Seperti Tulen Boru Sitepu, pria ini juga merasakan penderitaan ketika anaknya kecanduan narkoba.
"Kemari (menjalani pengobatan rehabilitasi) dikasih tahu sama saudara," ucapnya.
Antoni yang saat itu sedang menemani anaknya asesmen BNNP Sumut mengaku, kini anaknya sudah tidak lagi ketergantungan narkoba.
"Sekarang dia kerja di pabrik sawit, gak digaji, tapi makan, dikasih, puding juga," ucapnya tak keberatan.
Dari penuturan warga sekitar, khususnya keluarga penghuni kerangkeng dapat ditarik kesimpulan jika mereka memuji bupati karena sudah membantu dari penderitaan ketergantungan narkoba.
Meski begitu BNNP Sumut menyebut, bahwa kerangkeng di rumah Terbit Rencana bukanlah tempat rehabilitasi.
Selain izinnya tidak ada, lokasi rehabilitasi yang lebih mirip penjara ini bahkan tidak layak untuk menjadi tempat rehabilitasi.
"Bukan tempat rehab itu," kata Kepala BNNP Brigjen Toga Habinsaran Panjaitan.
Belakangan muncul dugaan kalau tempat rehabilitasi itu hanya kedok semata, karena hampir semua penghuninya bekerja di pabrik sawit tanpa mendapat gaji.
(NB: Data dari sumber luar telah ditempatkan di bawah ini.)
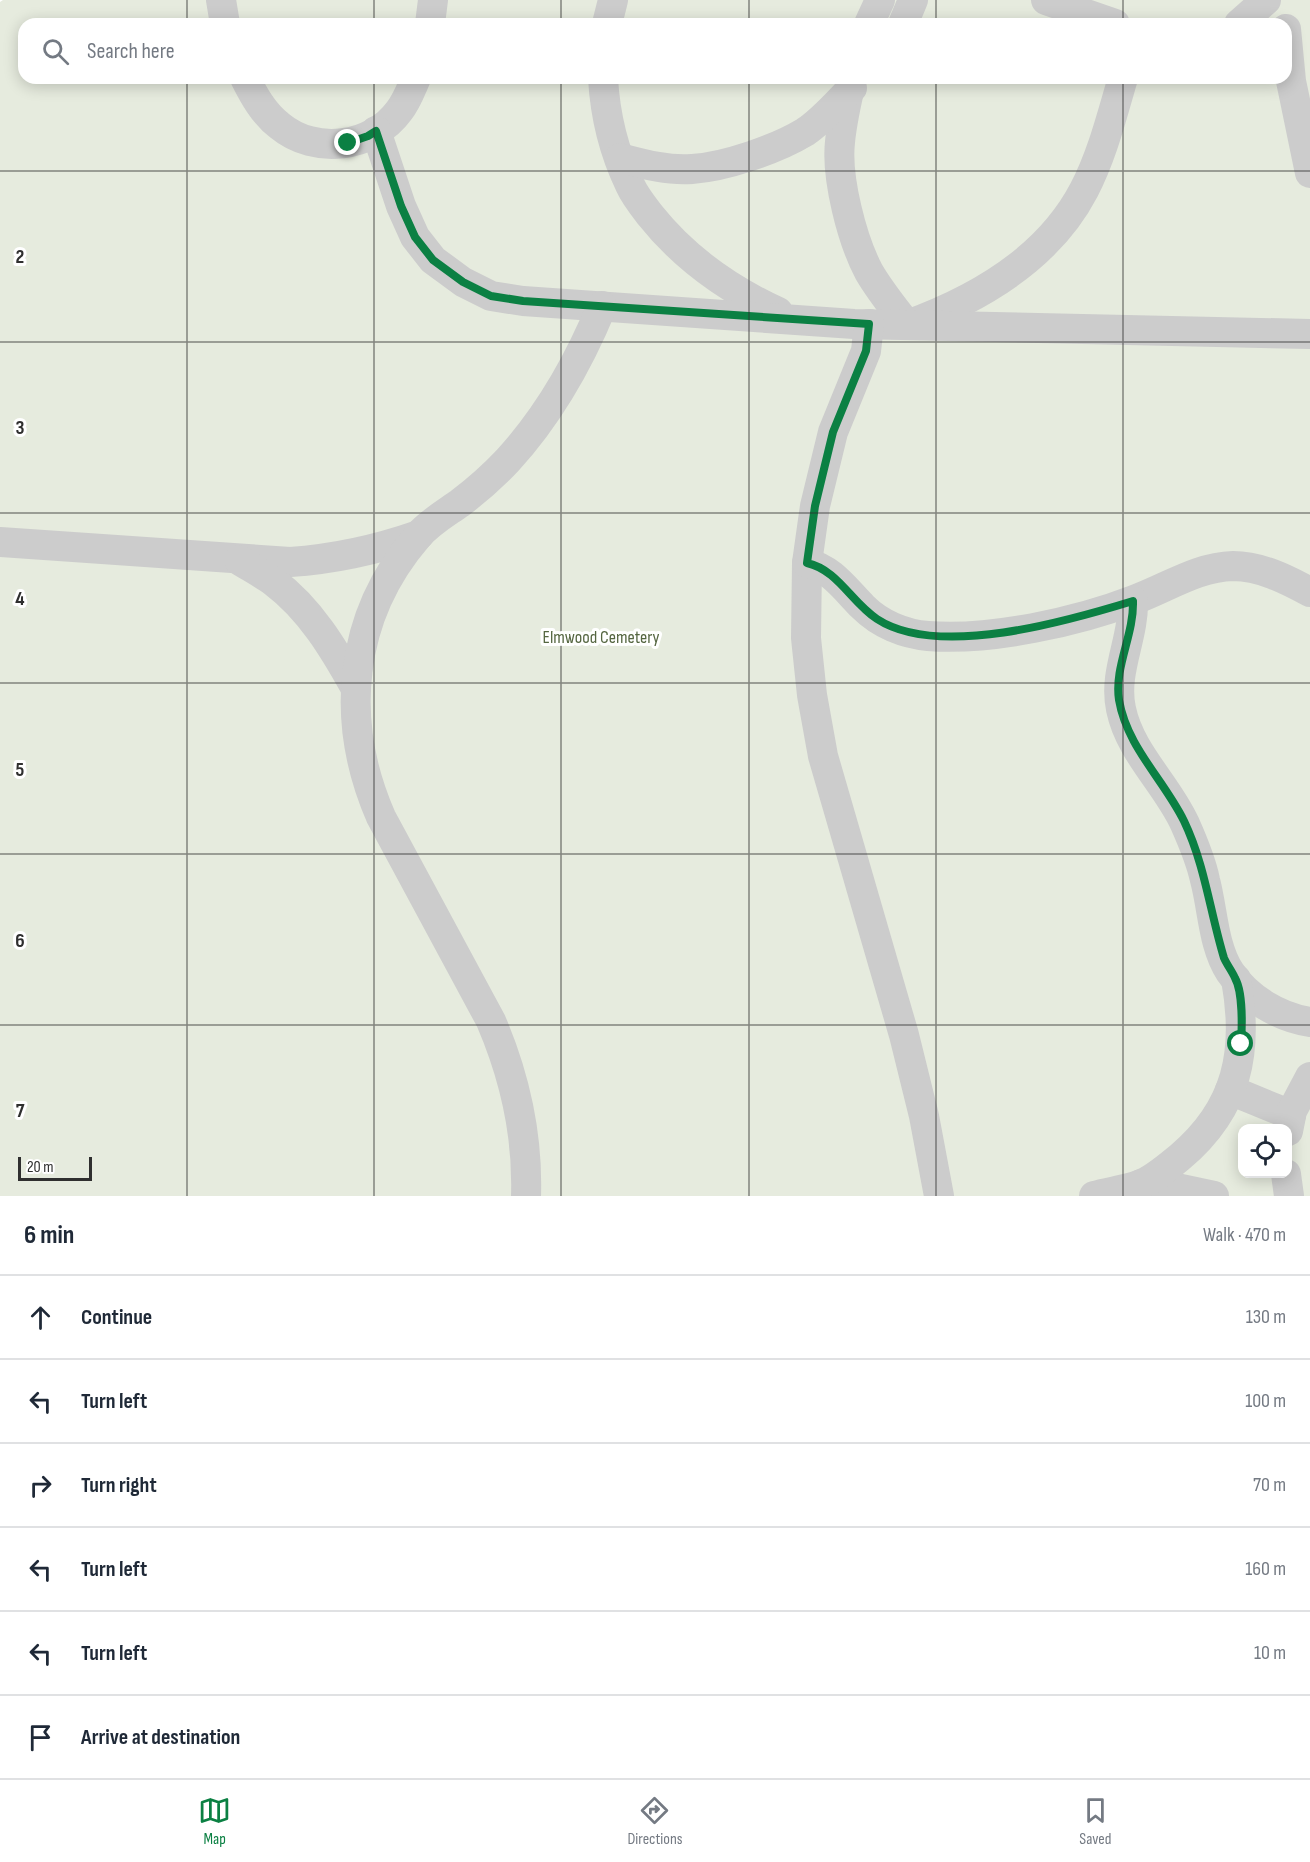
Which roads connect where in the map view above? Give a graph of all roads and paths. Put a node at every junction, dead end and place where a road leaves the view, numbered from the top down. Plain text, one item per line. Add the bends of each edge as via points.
1 (221, 0) edge
2 (433, 0) edge
3 (613, 0) edge
4 (880, 0) edge
5 (913, 0) edge
6 (1046, 0) edge
7 (1266, 0) edge
8 (1282, 0) edge
9 (224, 18) edge
10 (431, 18) edge
11 (608, 18) edge
12 (872, 18) edge
13 (906, 18) edge
14 (1098, 18) edge
15 (1247, 18) edge
16 (1285, 18) edge
17 (1292, 60) edge
18 (1296, 82) edge
19 (249, 84) edge
20 (414, 84) edge
21 (604, 84) edge
22 (852, 84) edge
23 (854, 84) edge
24 (1121, 84) edge
25 (376, 131) junction
26 (802, 133) junction
27 (839, 152) junction
28 (620, 158) junction
29 (1310, 173) edge
30 (602, 306) junction
31 (793, 319) junction
32 (869, 324) junction
33 (907, 325) junction
34 (1310, 334) edge
35 (418, 535) junction
36 (0, 542) edge
37 (236, 558) junction
38 (807, 563) junction
39 (1310, 592) edge
40 (1133, 601) junction
41 (356, 687) junction
42 (1236, 979) junction
43 (1310, 1022) edge
44 (1310, 1077) edge
45 (1230, 1090) junction
46 (1289, 1123) edge
47 (1287, 1178) edge
48 (1141, 1184) junction
49 (526, 1196) edge
50 (939, 1196) edge
51 (1094, 1196) edge
52 (1214, 1196) edge
53 (1289, 1196) edge

1 - 9 lane
2 - 10 lane
3 - 11 lane
4 - 12 lane
5 - 13 lane
6 - 14 lane
7 - 15 lane
8 - 16 lane
17 - 18 lane
18 - 29 lane
19 - 25 lane via 265,112 296,136 330,145 348,143
20 - 25 lane via 399,112
21 - 28 lane
22 - 26 lane via 834,107
23 - 27 lane
24 - 33 lane via 1085,189 1040,249 990,286
25 - 30 lane via 401,206 415,237 433,260 491,296
26 - 27 lane via 820,138
26 - 28 lane via 745,158 692,169
27 - 33 lane via 856,242 869,272
28 - 31 lane via 630,186 644,207 681,248 730,288
30 - 31 lane
30 - 35 lane via 567,380 531,432 486,481
31 - 32 lane
32 - 33 lane
32 - 38 lane via 866,351 833,432 815,506
33 - 34 lane
35 - 37 lane via 327,559 290,562
35 - 41 lane via 372,613 361,644
36 - 37 lane
37 - 41 lane via 275,583 301,607 336,652
38 - 40 lane via 831,573 877,619 927,636 1011,631 1077,618
38 - 50 lane via 807,655 823,756 904,1035
39 - 40 lane via 1267,572 1234,566 1200,572
40 - 42 lane via 1131,630 1119,681 1125,723 1185,823 1201,863 1224,958
41 - 49 lane via 360,753 371,795 504,1050 522,1116
42 - 43 lane via 1252,997 1268,1007
42 - 45 lane via 1242,1027 1237,1070
44 - 46 lane
45 - 46 lane
45 - 48 lane via 1223,1108 1200,1139
47 - 53 lane
48 - 51 lane
48 - 52 lane

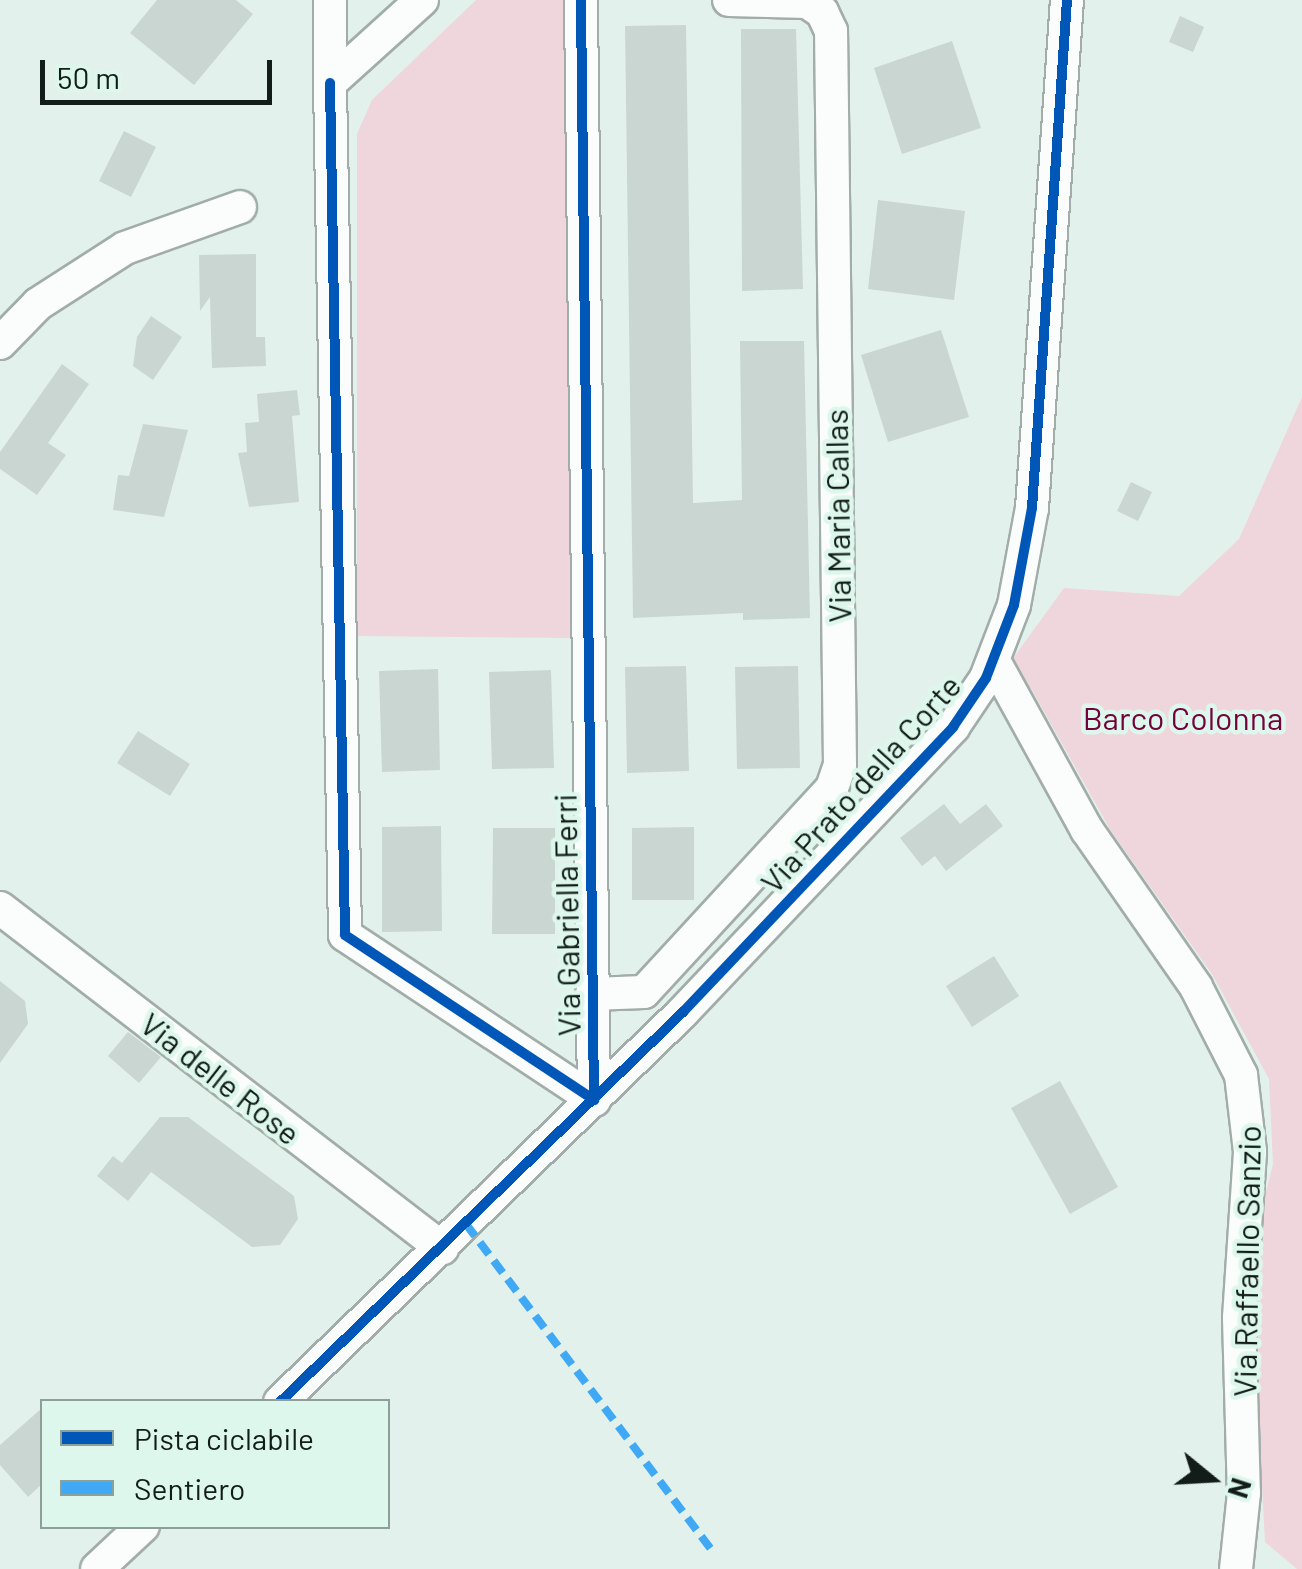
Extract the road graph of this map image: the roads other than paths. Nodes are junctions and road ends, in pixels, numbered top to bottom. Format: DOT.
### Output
graph roads {
  1 [pos="330,0"];
  2 [pos="422,0"];
  3 [pos="582,0"];
  4 [pos="729,0"];
  5 [pos="1066,0"];
  6 [pos="330,83"];
  7 [pos="240,206"];
  8 [pos="0,343"];
  9 [pos="994,661"];
  10 [pos="0,908"];
  11 [pos="592,994"];
  12 [pos="594,1100"];
  13 [pos="442,1248"];
  14 [pos="283,1399"];
  15 [pos="140,1529"];
  16 [pos="98,1569"];
  17 [pos="1236,1569"];
  1 -- 6 [label="street"];
  2 -- 6 [label="street"];
  3 -- 11 [label="street, Via Gabriella Ferri"];
  4 -- 11 [label="street, Via Maria Callas"];
  5 -- 9 [label="street, Via Prato della Corte"];
  6 -- 12 [label="street, Via Gabriella Ferri"];
  7 -- 8 [label="street"];
  9 -- 12 [label="street, Via Prato della Corte"];
  9 -- 17 [label="street, Via Raffaello Sanzio"];
  10 -- 13 [label="street, Via delle Rose"];
  11 -- 12 [label="street, Via Gabriella Ferri"];
  12 -- 13 [label="street, Via Prato della Corte"];
  13 -- 14 [label="street, Via Prato della Corte"];
  15 -- 16 [label="street"];
}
Polda Sumut dan Komnas HAM sedang melakukan penyelidikan untuk membuktikan ini.
Terkait dengan kerangkeng yang menjadi tempat rehabilitasi narkoba, Komnas HAM memberikan pandangan.
"Dalam pengalaman Komnas HAM tidak cukup orang berniat baik (membuka panti rehabilitasi). Tidak cukup orang berbuat baik. Tetapi berbuat baik harus dituntut dengan kualitas tindakan baiknya," kata Komisioner Komnas HAM Choirul Anam.
Choirul menyampaikan, Komnas HAM datang langsung mengecek ke lokasi karena ingin memandang penemuan kerangkeng manusia itu dalam spektrum yang luas.
"Nah, kami dalam konteks kasus peristiwa ini mau melihatnya dalam spektrum yang luas. Apakah betul ini ada yang diadukan perbudakan modern atau tidak, atau betul ini pusat rehabilitasi misalnya yang dilakukan secara tradisional dan sebagainya itu kami akan cek," katanya.